Action for the Republic (Acció per la República, AxR) is a Catalan nationalist and progressive political party in Catalonia, founded by independent deputies of the Parliament of Catalonia grouped into the Together for the Republic (Junts per la República, JuntsxRep) internal current within the Together for Catalonia (JxCat) alliance. The party defines itself ideologically as independentist, republican, ecologist, feminist and progressive, and has the Dutch Democrats 66 party as its ideological referent. It advocates for a "broad republican and patriotic front" together with other pro-independence parties while supporting "a policy of rupture".

Notable party members include former Catalan minister and city councillor in Barcelona Ferran Mascarell and historian Agustí Colomines.

==History==
The party has its roots in the "Together for the Republic" (Junts per la República) internal current within the Together for Catalonia (JxCat) parliamentary group in the Parliament of Catalonia, which had been established in March 2018 by unaligned deputies Elsa Artadi, Eduard Pujol, Josep Riera, Aurora Madaula and Antoni Morral. Among the current's political initiatives was a proposal in March 2019 for both JxCat and Republican Left of Catalonia (ERC) to form a single, unitary parliamentary group in both chambers of the Cortes Generales.

The transformation of the Together for the Republic current into a political party was announced on 25 July 2019, with its founding process starting in November 2019. The party has explicitly rejected the reorganization of the post-Democratic Convergence of Catalonia's space around the Catalan European Democratic Party (PDeCAT), instead defending former Catalan president Carles Puigdemont's "legitimacy" to take over the leadership of the Catalan pro-independence cause, with many AxR members having also joined Puigdemont's National Call for the Republic (CNxR).

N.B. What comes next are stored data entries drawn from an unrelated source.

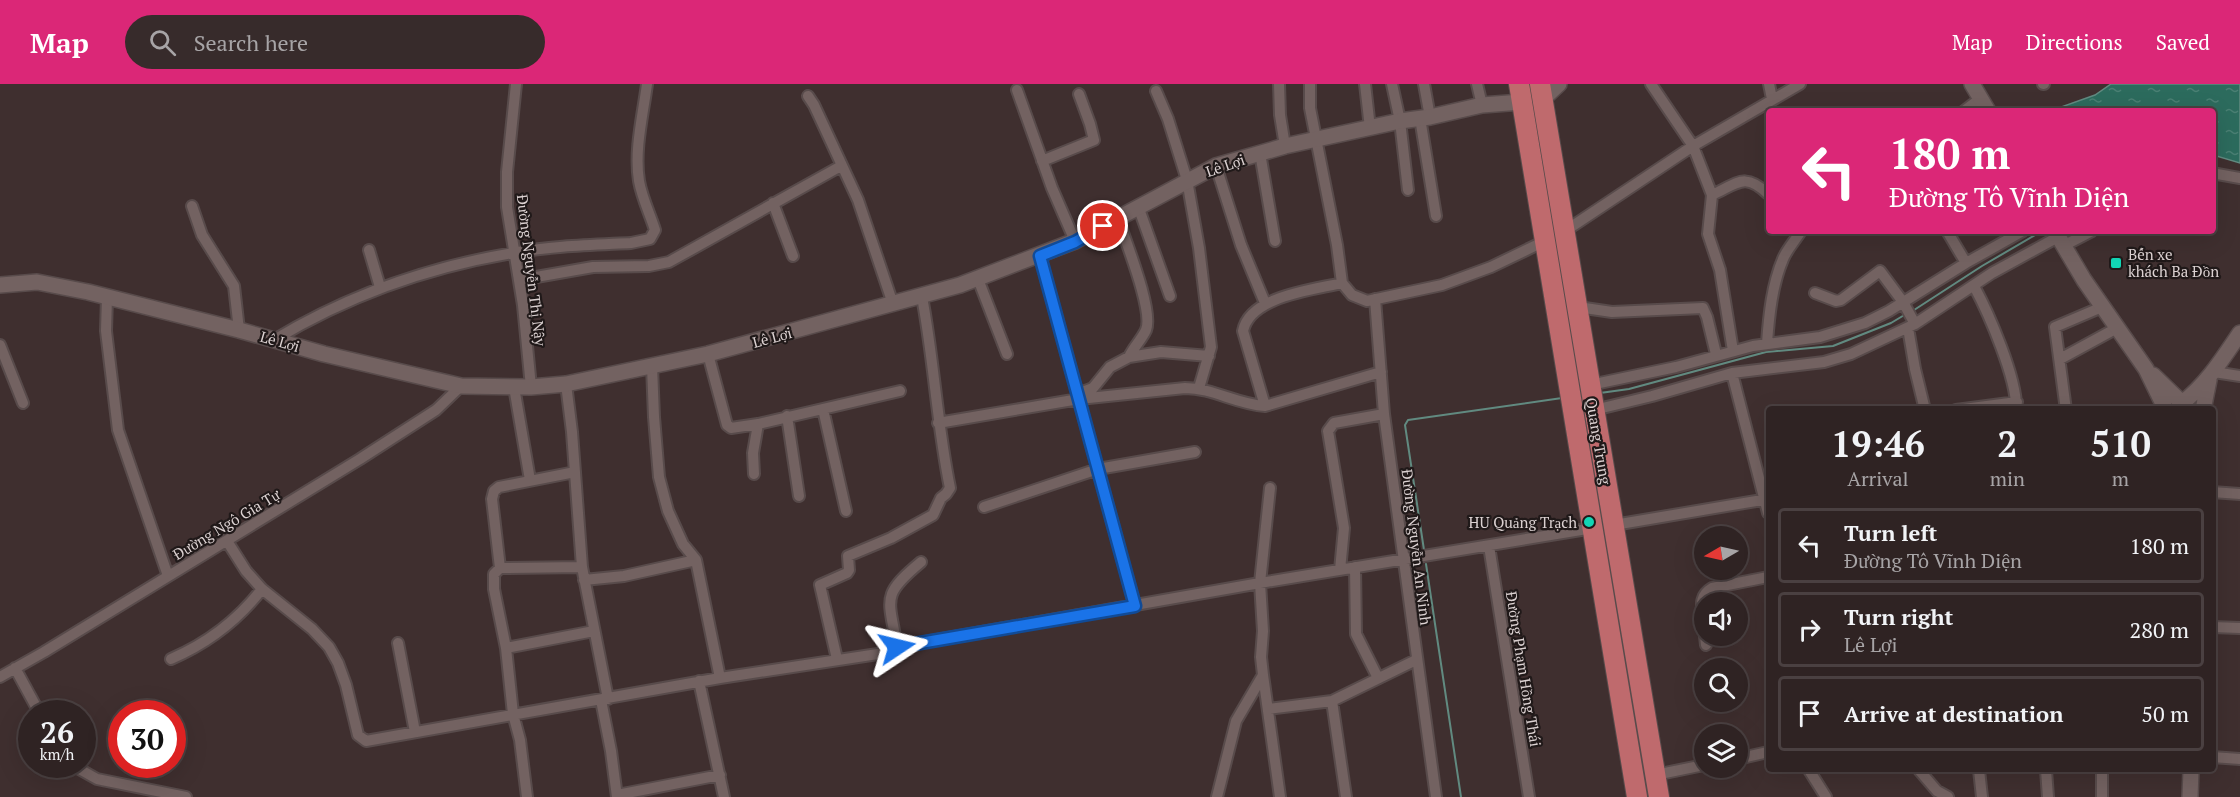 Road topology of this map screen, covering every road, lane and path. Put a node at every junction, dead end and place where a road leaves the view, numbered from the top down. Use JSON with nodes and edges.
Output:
{"nodes":[{"id":1,"x":516,"y":84,"type":"edge"},
{"id":2,"x":647,"y":84,"type":"edge"},
{"id":3,"x":1279,"y":84,"type":"edge"},
{"id":4,"x":1310,"y":84,"type":"edge"},
{"id":5,"x":1365,"y":84,"type":"edge"},
{"id":6,"x":1392,"y":84,"type":"edge"},
{"id":7,"x":1424,"y":84,"type":"edge"},
{"id":8,"x":1477,"y":84,"type":"edge"},
{"id":9,"x":1559,"y":84,"type":"edge"},
{"id":10,"x":1652,"y":84,"type":"edge"},
{"id":11,"x":1768,"y":84,"type":"edge"},
{"id":12,"x":1800,"y":84,"type":"edge"},
{"id":13,"x":1972,"y":84,"type":"edge"},
{"id":14,"x":1017,"y":90,"type":"dead end"},
{"id":15,"x":1156,"y":91,"type":"dead end"},
{"id":16,"x":1542,"y":91,"type":"edge"},
{"id":17,"x":1521,"y":93,"type":"edge"},
{"id":18,"x":1079,"y":94,"type":"dead end"},
{"id":19,"x":808,"y":96,"type":"dead end"},
{"id":20,"x":1772,"y":99,"type":"junction"},
{"id":21,"x":1482,"y":105,"type":"junction"},
{"id":22,"x":1986,"y":108,"type":"edge"},
{"id":23,"x":1425,"y":118,"type":"junction"},
{"id":24,"x":1400,"y":121,"type":"junction"},
{"id":25,"x":1370,"y":128,"type":"junction"},
{"id":26,"x":1315,"y":139,"type":"junction"},
{"id":27,"x":1285,"y":146,"type":"junction"},
{"id":28,"x":1694,"y":146,"type":"junction"},
{"id":29,"x":1260,"y":153,"type":"junction"},
{"id":30,"x":1042,"y":161,"type":"junction"},
{"id":31,"x":841,"y":166,"type":"junction"},
{"id":32,"x":1216,"y":166,"type":"junction"},
{"id":33,"x":2216,"y":174,"type":"edge"},
{"id":34,"x":2240,"y":178,"type":"edge"},
{"id":35,"x":1187,"y":180,"type":"junction"},
{"id":36,"x":1408,"y":190,"type":"dead end"},
{"id":37,"x":1766,"y":192,"type":"edge"},
{"id":38,"x":1712,"y":195,"type":"junction"},
{"id":39,"x":773,"y":203,"type":"junction"},
{"id":40,"x":192,"y":206,"type":"dead end"},
{"id":41,"x":1138,"y":206,"type":"junction"},
{"id":42,"x":1436,"y":216,"type":"dead end"},
{"id":43,"x":1118,"y":218,"type":"junction"},
{"id":44,"x":1565,"y":231,"type":"junction"},
{"id":45,"x":1799,"y":234,"type":"edge"},
{"id":46,"x":1949,"y":234,"type":"edge"},
{"id":47,"x":2018,"y":234,"type":"edge"},
{"id":48,"x":2077,"y":234,"type":"edge"},
{"id":49,"x":2058,"y":238,"type":"edge"},
{"id":50,"x":1275,"y":241,"type":"dead end"},
{"id":51,"x":1545,"y":241,"type":"junction"},
{"id":52,"x":1075,"y":242,"type":"junction"},
{"id":53,"x":369,"y":250,"type":"dead end"},
{"id":54,"x":514,"y":252,"type":"junction"},
{"id":55,"x":793,"y":256,"type":"dead end"},
{"id":56,"x":1040,"y":256,"type":"junction"},
{"id":57,"x":1966,"y":263,"type":"junction"},
{"id":58,"x":978,"y":279,"type":"junction"},
{"id":59,"x":519,"y":280,"type":"junction"},
{"id":60,"x":1342,"y":283,"type":"junction"},
{"id":61,"x":0,"y":285,"type":"edge"},
{"id":62,"x":1974,"y":286,"type":"junction"},
{"id":63,"x":380,"y":287,"type":"junction"},
{"id":64,"x":1815,"y":293,"type":"dead end"},
{"id":65,"x":1170,"y":296,"type":"dead end"},
{"id":66,"x":106,"y":297,"type":"junction"},
{"id":67,"x":922,"y":297,"type":"junction"},
{"id":68,"x":1375,"y":299,"type":"junction"},
{"id":69,"x":1266,"y":303,"type":"junction"},
{"id":70,"x":893,"y":304,"type":"junction"},
{"id":71,"x":1578,"y":307,"type":"junction"},
{"id":72,"x":2102,"y":307,"type":"junction"},
{"id":73,"x":1557,"y":310,"type":"junction"},
{"id":74,"x":1909,"y":316,"type":"junction"},
{"id":75,"x":2117,"y":328,"type":"junction"},
{"id":76,"x":239,"y":330,"type":"junction"},
{"id":77,"x":2240,"y":333,"type":"edge"},
{"id":78,"x":274,"y":340,"type":"junction"},
{"id":79,"x":1767,"y":343,"type":"junction"},
{"id":80,"x":0,"y":345,"type":"edge"},
{"id":81,"x":1733,"y":351,"type":"junction"},
{"id":82,"x":708,"y":354,"type":"junction"},
{"id":83,"x":1007,"y":354,"type":"dead end"},
{"id":84,"x":1716,"y":354,"type":"junction"},
{"id":85,"x":1209,"y":356,"type":"junction"},
{"id":86,"x":1128,"y":357,"type":"junction"},
{"id":87,"x":2060,"y":359,"type":"junction"},
{"id":88,"x":652,"y":366,"type":"junction"},
{"id":89,"x":1587,"y":366,"type":"junction"},
{"id":90,"x":1566,"y":369,"type":"junction"},
{"id":91,"x":2146,"y":369,"type":"junction"},
{"id":92,"x":1381,"y":372,"type":"junction"},
{"id":93,"x":1732,"y":373,"type":"junction"},
{"id":94,"x":2212,"y":375,"type":"junction"},
{"id":95,"x":2240,"y":376,"type":"edge"},
{"id":96,"x":566,"y":384,"type":"junction"},
{"id":97,"x":461,"y":386,"type":"junction"},
{"id":98,"x":1590,"y":386,"type":"junction"},
{"id":99,"x":514,"y":387,"type":"junction"},
{"id":100,"x":531,"y":387,"type":"junction"},
{"id":101,"x":1199,"y":388,"type":"junction"},
{"id":102,"x":900,"y":391,"type":"dead end"},
{"id":103,"x":1078,"y":396,"type":"junction"},
{"id":104,"x":23,"y":404,"type":"dead end"},
{"id":105,"x":1265,"y":406,"type":"junction"},
{"id":106,"x":1924,"y":406,"type":"edge"},
{"id":107,"x":2017,"y":406,"type":"edge"},
{"id":108,"x":2066,"y":406,"type":"edge"},
{"id":109,"x":2164,"y":406,"type":"edge"},
{"id":110,"x":2178,"y":406,"type":"edge"},
{"id":111,"x":2196,"y":406,"type":"edge"},
{"id":112,"x":2202,"y":406,"type":"edge"},
{"id":113,"x":823,"y":409,"type":"junction"},
{"id":114,"x":1384,"y":414,"type":"junction"},
{"id":115,"x":1594,"y":414,"type":"junction"},
{"id":116,"x":787,"y":416,"type":"junction"},
{"id":117,"x":1574,"y":421,"type":"junction"},
{"id":118,"x":938,"y":423,"type":"junction"},
{"id":119,"x":758,"y":424,"type":"junction"},
{"id":120,"x":1195,"y":452,"type":"dead end"},
{"id":121,"x":1098,"y":469,"type":"junction"},
{"id":122,"x":575,"y":472,"type":"junction"},
{"id":123,"x":754,"y":474,"type":"dead end"},
{"id":124,"x":530,"y":480,"type":"junction"},
{"id":125,"x":1270,"y":488,"type":"dead end"},
{"id":126,"x":2216,"y":492,"type":"edge"},
{"id":127,"x":2240,"y":494,"type":"edge"},
{"id":128,"x":799,"y":496,"type":"dead end"},
{"id":129,"x":1766,"y":496,"type":"edge"},
{"id":130,"x":1766,"y":500,"type":"edge"},
{"id":131,"x":984,"y":507,"type":"dead end"},
{"id":132,"x":846,"y":511,"type":"dead end"},
{"id":133,"x":1614,"y":525,"type":"junction"},
{"id":134,"x":1593,"y":528,"type":"junction"},
{"id":135,"x":227,"y":541,"type":"junction"},
{"id":136,"x":1489,"y":546,"type":"junction"},
{"id":137,"x":696,"y":560,"type":"junction"},
{"id":138,"x":1404,"y":560,"type":"junction"},
{"id":139,"x":921,"y":562,"type":"dead end"},
{"id":140,"x":582,"y":567,"type":"junction"},
{"id":141,"x":1355,"y":567,"type":"junction"},
{"id":142,"x":500,"y":568,"type":"junction"},
{"id":143,"x":1340,"y":570,"type":"junction"},
{"id":144,"x":168,"y":576,"type":"junction"},
{"id":145,"x":1766,"y":577,"type":"edge"},
{"id":146,"x":584,"y":580,"type":"junction"},
{"id":147,"x":1260,"y":583,"type":"junction"},
{"id":148,"x":262,"y":590,"type":"junction"},
{"id":149,"x":1704,"y":592,"type":"edge"},
{"id":150,"x":1135,"y":606,"type":"junction"},
{"id":151,"x":2216,"y":627,"type":"edge"},
{"id":152,"x":2240,"y":628,"type":"edge"},
{"id":153,"x":594,"y":631,"type":"junction"},
{"id":154,"x":398,"y":643,"type":"dead end"},
{"id":155,"x":897,"y":647,"type":"junction"},
{"id":156,"x":506,"y":648,"type":"junction"},
{"id":157,"x":837,"y":658,"type":"junction"},
{"id":158,"x":171,"y":659,"type":"dead end"},
{"id":159,"x":1416,"y":660,"type":"junction"},
{"id":160,"x":15,"y":668,"type":"junction"},
{"id":161,"x":1263,"y":675,"type":"junction"},
{"id":162,"x":0,"y":677,"type":"edge"},
{"id":163,"x":720,"y":678,"type":"junction"},
{"id":164,"x":1378,"y":678,"type":"junction"},
{"id":165,"x":699,"y":681,"type":"junction"},
{"id":166,"x":605,"y":699,"type":"junction"},
{"id":167,"x":32,"y":700,"type":"edge"},
{"id":168,"x":1332,"y":701,"type":"junction"},
{"id":169,"x":1268,"y":709,"type":"junction"},
{"id":170,"x":513,"y":714,"type":"junction"},
{"id":171,"x":415,"y":732,"type":"junction"},
{"id":172,"x":1766,"y":752,"type":"edge"},
{"id":173,"x":1748,"y":757,"type":"edge"},
{"id":174,"x":2216,"y":757,"type":"edge"},
{"id":175,"x":2240,"y":759,"type":"edge"},
{"id":176,"x":1694,"y":767,"type":"edge"},
{"id":177,"x":1810,"y":772,"type":"edge"},
{"id":178,"x":1920,"y":772,"type":"edge"},
{"id":179,"x":1979,"y":772,"type":"edge"},
{"id":180,"x":2046,"y":772,"type":"edge"},
{"id":181,"x":2102,"y":772,"type":"edge"},
{"id":182,"x":2191,"y":772,"type":"edge"},
{"id":183,"x":720,"y":775,"type":"junction"},
{"id":184,"x":1655,"y":775,"type":"junction"},
{"id":185,"x":96,"y":777,"type":"edge"},
{"id":186,"x":1633,"y":795,"type":"edge"},
{"id":187,"x":186,"y":796,"type":"edge"},
{"id":188,"x":617,"y":796,"type":"edge"},
{"id":189,"x":527,"y":797,"type":"edge"},
{"id":190,"x":724,"y":797,"type":"edge"},
{"id":191,"x":1217,"y":797,"type":"edge"},
{"id":192,"x":1280,"y":797,"type":"edge"},
{"id":193,"x":1346,"y":797,"type":"edge"},
{"id":194,"x":1436,"y":797,"type":"edge"},
{"id":195,"x":1529,"y":797,"type":"edge"},
{"id":196,"x":1659,"y":797,"type":"edge"},
{"id":197,"x":1826,"y":797,"type":"edge"},
{"id":198,"x":1948,"y":797,"type":"edge"},
{"id":199,"x":1982,"y":797,"type":"edge"},
{"id":200,"x":2048,"y":797,"type":"edge"},
{"id":201,"x":2102,"y":797,"type":"edge"},
{"id":202,"x":2190,"y":797,"type":"edge"}],
"edges":[{"from":1,"to":54,"type":"street","name":"Đường Nguyễn Thị Nậy"},
{"from":2,"to":54,"type":"street"},
{"from":3,"to":27,"type":"street"},
{"from":4,"to":26,"type":"street"},
{"from":5,"to":25,"type":"street"},
{"from":6,"to":24,"type":"street"},
{"from":7,"to":23,"type":"street"},
{"from":8,"to":21,"type":"street"},
{"from":9,"to":16,"type":"street"},
{"from":10,"to":28,"type":"street"},
{"from":11,"to":20,"type":"street"},
{"from":12,"to":20,"type":"street"},
{"from":13,"to":22,"type":"street"},
{"from":14,"to":30,"type":"street"},
{"from":15,"to":35,"type":"street"},
{"from":16,"to":17,"type":"highway"},
{"from":16,"to":44,"type":"highway","name":"Quang Trung"},
{"from":17,"to":21,"type":"street","name":"Lê Lợi"},
{"from":17,"to":51,"type":"highway","name":"Quang Trung"},
{"from":18,"to":30,"type":"street"},
{"from":19,"to":31,"type":"street"},
{"from":20,"to":28,"type":"street"},
{"from":21,"to":23,"type":"street","name":"Lê Lợi"},
{"from":23,"to":24,"type":"street","name":"Lê Lợi"},
{"from":23,"to":42,"type":"street"},
{"from":24,"to":25,"type":"street","name":"Lê Lợi"},
{"from":24,"to":36,"type":"street"},
{"from":25,"to":26,"type":"street","name":"Lê Lợi"},
{"from":26,"to":27,"type":"street","name":"Lê Lợi"},
{"from":26,"to":60,"type":"street"},
{"from":27,"to":29,"type":"street","name":"Lê Lợi"},
{"from":28,"to":38,"type":"street"},
{"from":28,"to":44,"type":"street"},
{"from":29,"to":32,"type":"street","name":"Lê Lợi"},
{"from":29,"to":50,"type":"street"},
{"from":30,"to":52,"type":"street"},
{"from":31,"to":39,"type":"street"},
{"from":31,"to":70,"type":"street"},
{"from":32,"to":35,"type":"street","name":"Lê Lợi"},
{"from":32,"to":69,"type":"street"},
{"from":33,"to":34,"type":"street"},
{"from":35,"to":41,"type":"street","name":"Lê Lợi"},
{"from":35,"to":85,"type":"street"},
{"from":37,"to":38,"type":"street"},
{"from":38,"to":81,"type":"street"},
{"from":39,"to":55,"type":"street"},
{"from":39,"to":59,"type":"street"},
{"from":40,"to":76,"type":"street"},
{"from":41,"to":43,"type":"street","name":"Lê Lợi"},
{"from":41,"to":65,"type":"street"},
{"from":43,"to":52,"type":"street","name":"Lê Lợi"},
{"from":43,"to":86,"type":"street"},
{"from":44,"to":71,"type":"highway","name":"Quang Trung"},
{"from":45,"to":79,"type":"street"},
{"from":46,"to":57,"type":"street"},
{"from":47,"to":57,"type":"street"},
{"from":48,"to":49,"type":"street"},
{"from":49,"to":62,"type":"street"},
{"from":49,"to":72,"type":"street"},
{"from":51,"to":68,"type":"street"},
{"from":51,"to":73,"type":"highway","name":"Quang Trung"},
{"from":52,"to":56,"type":"street","name":"Lê Lợi"},
{"from":53,"to":63,"type":"street"},
{"from":54,"to":59,"type":"street","name":"Đường Nguyễn Thị Nậy"},
{"from":54,"to":63,"type":"street"},
{"from":56,"to":58,"type":"street","name":"Lê Lợi"},
{"from":56,"to":103,"type":"street"},
{"from":57,"to":74,"type":"street"},
{"from":58,"to":67,"type":"street","name":"Lê Lợi"},
{"from":58,"to":83,"type":"street"},
{"from":59,"to":100,"type":"street","name":"Đường Nguyễn Thị Nậy"},
{"from":60,"to":68,"type":"street"},
{"from":60,"to":69,"type":"street"},
{"from":61,"to":66,"type":"street","name":"Lê Lợi"},
{"from":62,"to":74,"type":"street"},
{"from":62,"to":107,"type":"street"},
{"from":63,"to":78,"type":"street"},
{"from":64,"to":74,"type":"street"},
{"from":66,"to":76,"type":"street","name":"Lê Lợi"},
{"from":66,"to":144,"type":"street"},
{"from":67,"to":70,"type":"street","name":"Lê Lợi"},
{"from":67,"to":118,"type":"street"},
{"from":68,"to":92,"type":"street","name":"Đường Nguyễn An Ninh"},
{"from":69,"to":105,"type":"street"},
{"from":70,"to":82,"type":"street","name":"Lê Lợi"},
{"from":71,"to":73,"type":"highway"},
{"from":71,"to":84,"type":"street"},
{"from":71,"to":89,"type":"highway","name":"Quang Trung"},
{"from":72,"to":75,"type":"street"},
{"from":72,"to":87,"type":"street"},
{"from":73,"to":90,"type":"highway","name":"Quang Trung"},
{"from":74,"to":79,"type":"street"},
{"from":74,"to":93,"type":"street"},
{"from":74,"to":106,"type":"street"},
{"from":75,"to":87,"type":"street"},
{"from":75,"to":91,"type":"street"},
{"from":76,"to":78,"type":"street","name":"Lê Lợi"},
{"from":77,"to":94,"type":"street"},
{"from":78,"to":97,"type":"street","name":"Lê Lợi"},
{"from":79,"to":81,"type":"street"},
{"from":80,"to":104,"type":"street"},
{"from":81,"to":84,"type":"street"},
{"from":82,"to":88,"type":"street","name":"Lê Lợi"},
{"from":82,"to":119,"type":"street"},
{"from":84,"to":98,"type":"street"},
{"from":85,"to":86,"type":"street"},
{"from":85,"to":101,"type":"street"},
{"from":86,"to":103,"type":"street"},
{"from":87,"to":108,"type":"street"},
{"from":88,"to":96,"type":"street","name":"Lê Lợi"},
{"from":88,"to":137,"type":"street"},
{"from":89,"to":90,"type":"highway"},
{"from":89,"to":98,"type":"highway","name":"Quang Trung"},
{"from":90,"to":117,"type":"highway","name":"Quang Trung"},
{"from":91,"to":109,"type":"street"},
{"from":91,"to":110,"type":"street"},
{"from":92,"to":105,"type":"street"},
{"from":92,"to":114,"type":"street","name":"Đường Nguyễn An Ninh"},
{"from":93,"to":115,"type":"street"},
{"from":93,"to":129,"type":"street"},
{"from":94,"to":95,"type":"street"},
{"from":94,"to":110,"type":"street"},
{"from":94,"to":112,"type":"street"},
{"from":96,"to":100,"type":"street","name":"Lê Lợi"},
{"from":96,"to":122,"type":"street"},
{"from":97,"to":99,"type":"street","name":"Lê Lợi"},
{"from":97,"to":135,"type":"street","name":"Đường Ngô Gia Tự"},
{"from":98,"to":115,"type":"highway","name":"Quang Trung"},
{"from":99,"to":100,"type":"street","name":"Lê Lợi"},
{"from":99,"to":124,"type":"street"},
{"from":101,"to":103,"type":"street"},
{"from":101,"to":105,"type":"street"},
{"from":102,"to":113,"type":"street"},
{"from":103,"to":118,"type":"street"},
{"from":103,"to":121,"type":"street"},
{"from":110,"to":111,"type":"street"},
{"from":113,"to":116,"type":"street"},
{"from":113,"to":132,"type":"street"},
{"from":114,"to":138,"type":"street","name":"Đường Nguyễn An Ninh"},
{"from":114,"to":143,"type":"street"},
{"from":115,"to":117,"type":"highway"},
{"from":115,"to":133,"type":"highway","name":"Quang Trung"},
{"from":116,"to":119,"type":"street"},
{"from":116,"to":128,"type":"street"},
{"from":117,"to":134,"type":"highway","name":"Quang Trung"},
{"from":118,"to":157,"type":"street"},
{"from":119,"to":123,"type":"street"},
{"from":120,"to":121,"type":"street"},
{"from":121,"to":131,"type":"street"},
{"from":121,"to":150,"type":"street"},
{"from":122,"to":124,"type":"street"},
{"from":122,"to":140,"type":"street"},
{"from":124,"to":142,"type":"street"},
{"from":125,"to":147,"type":"street"},
{"from":126,"to":127,"type":"street"},
{"from":130,"to":133,"type":"street"},
{"from":133,"to":134,"type":"highway"},
{"from":133,"to":184,"type":"highway","name":"Quang Trung"},
{"from":134,"to":136,"type":"street"},
{"from":134,"to":186,"type":"highway","name":"Quang Trung"},
{"from":135,"to":144,"type":"street","name":"Đường Ngô Gia Tự"},
{"from":135,"to":148,"type":"street"},
{"from":136,"to":138,"type":"street"},
{"from":136,"to":195,"type":"street","name":"Đường Phạm Hồng Thái"},
{"from":137,"to":146,"type":"street"},
{"from":137,"to":163,"type":"street"},
{"from":138,"to":141,"type":"street"},
{"from":138,"to":159,"type":"street","name":"Đường Nguyễn An Ninh"},
{"from":139,"to":155,"type":"street"},
{"from":140,"to":142,"type":"street"},
{"from":140,"to":146,"type":"street"},
{"from":141,"to":143,"type":"street"},
{"from":141,"to":164,"type":"street"},
{"from":142,"to":156,"type":"street"},
{"from":143,"to":147,"type":"street"},
{"from":144,"to":160,"type":"street","name":"Đường Ngô Gia Tự"},
{"from":145,"to":149,"type":"street"},
{"from":146,"to":153,"type":"street"},
{"from":147,"to":150,"type":"street"},
{"from":147,"to":161,"type":"street"},
{"from":148,"to":158,"type":"street"},
{"from":148,"to":171,"type":"street"},
{"from":150,"to":155,"type":"street"},
{"from":151,"to":152,"type":"street"},
{"from":153,"to":156,"type":"street"},
{"from":153,"to":166,"type":"street"},
{"from":154,"to":171,"type":"street"},
{"from":155,"to":157,"type":"street"},
{"from":156,"to":170,"type":"street"},
{"from":157,"to":163,"type":"street"},
{"from":159,"to":164,"type":"street"},
{"from":159,"to":194,"type":"street","name":"Đường Nguyễn An Ninh"},
{"from":160,"to":162,"type":"street","name":"Đường Ngô Gia Tự"},
{"from":160,"to":167,"type":"street"},
{"from":161,"to":169,"type":"street"},
{"from":161,"to":191,"type":"street"},
{"from":163,"to":165,"type":"street"},
{"from":164,"to":168,"type":"street"},
{"from":165,"to":166,"type":"street"},
{"from":165,"to":183,"type":"street"},
{"from":166,"to":170,"type":"street"},
{"from":166,"to":188,"type":"street"},
{"from":168,"to":169,"type":"street"},
{"from":168,"to":193,"type":"street"},
{"from":169,"to":192,"type":"street"},
{"from":170,"to":171,"type":"street"},
{"from":170,"to":189,"type":"street"},
{"from":172,"to":173,"type":"street"},
{"from":174,"to":175,"type":"street"},
{"from":176,"to":184,"type":"street"},
{"from":177,"to":197,"type":"street"},
{"from":178,"to":198,"type":"street"},
{"from":179,"to":199,"type":"street"},
{"from":180,"to":200,"type":"street"},
{"from":181,"to":201,"type":"street"},
{"from":182,"to":202,"type":"street"},
{"from":183,"to":188,"type":"street"},
{"from":183,"to":190,"type":"street"},
{"from":184,"to":196,"type":"highway","name":"Quang Trung"},
{"from":185,"to":187,"type":"street"}]}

On 1 July 2020, AxR advocated for the JxCat alliance to be transformed into a platform comprising the CNxR, independent collectives as well as itself, just hours before Puigdemont's announcement of a new political party to be publicly presented on 25 July.

On 19 July 2020, AxR held an extraordinary assembly where it voted in favour of urging party members to "individually" join Puigdemont's new Together for Catalonia and "actively participate in the process of constituting the new party".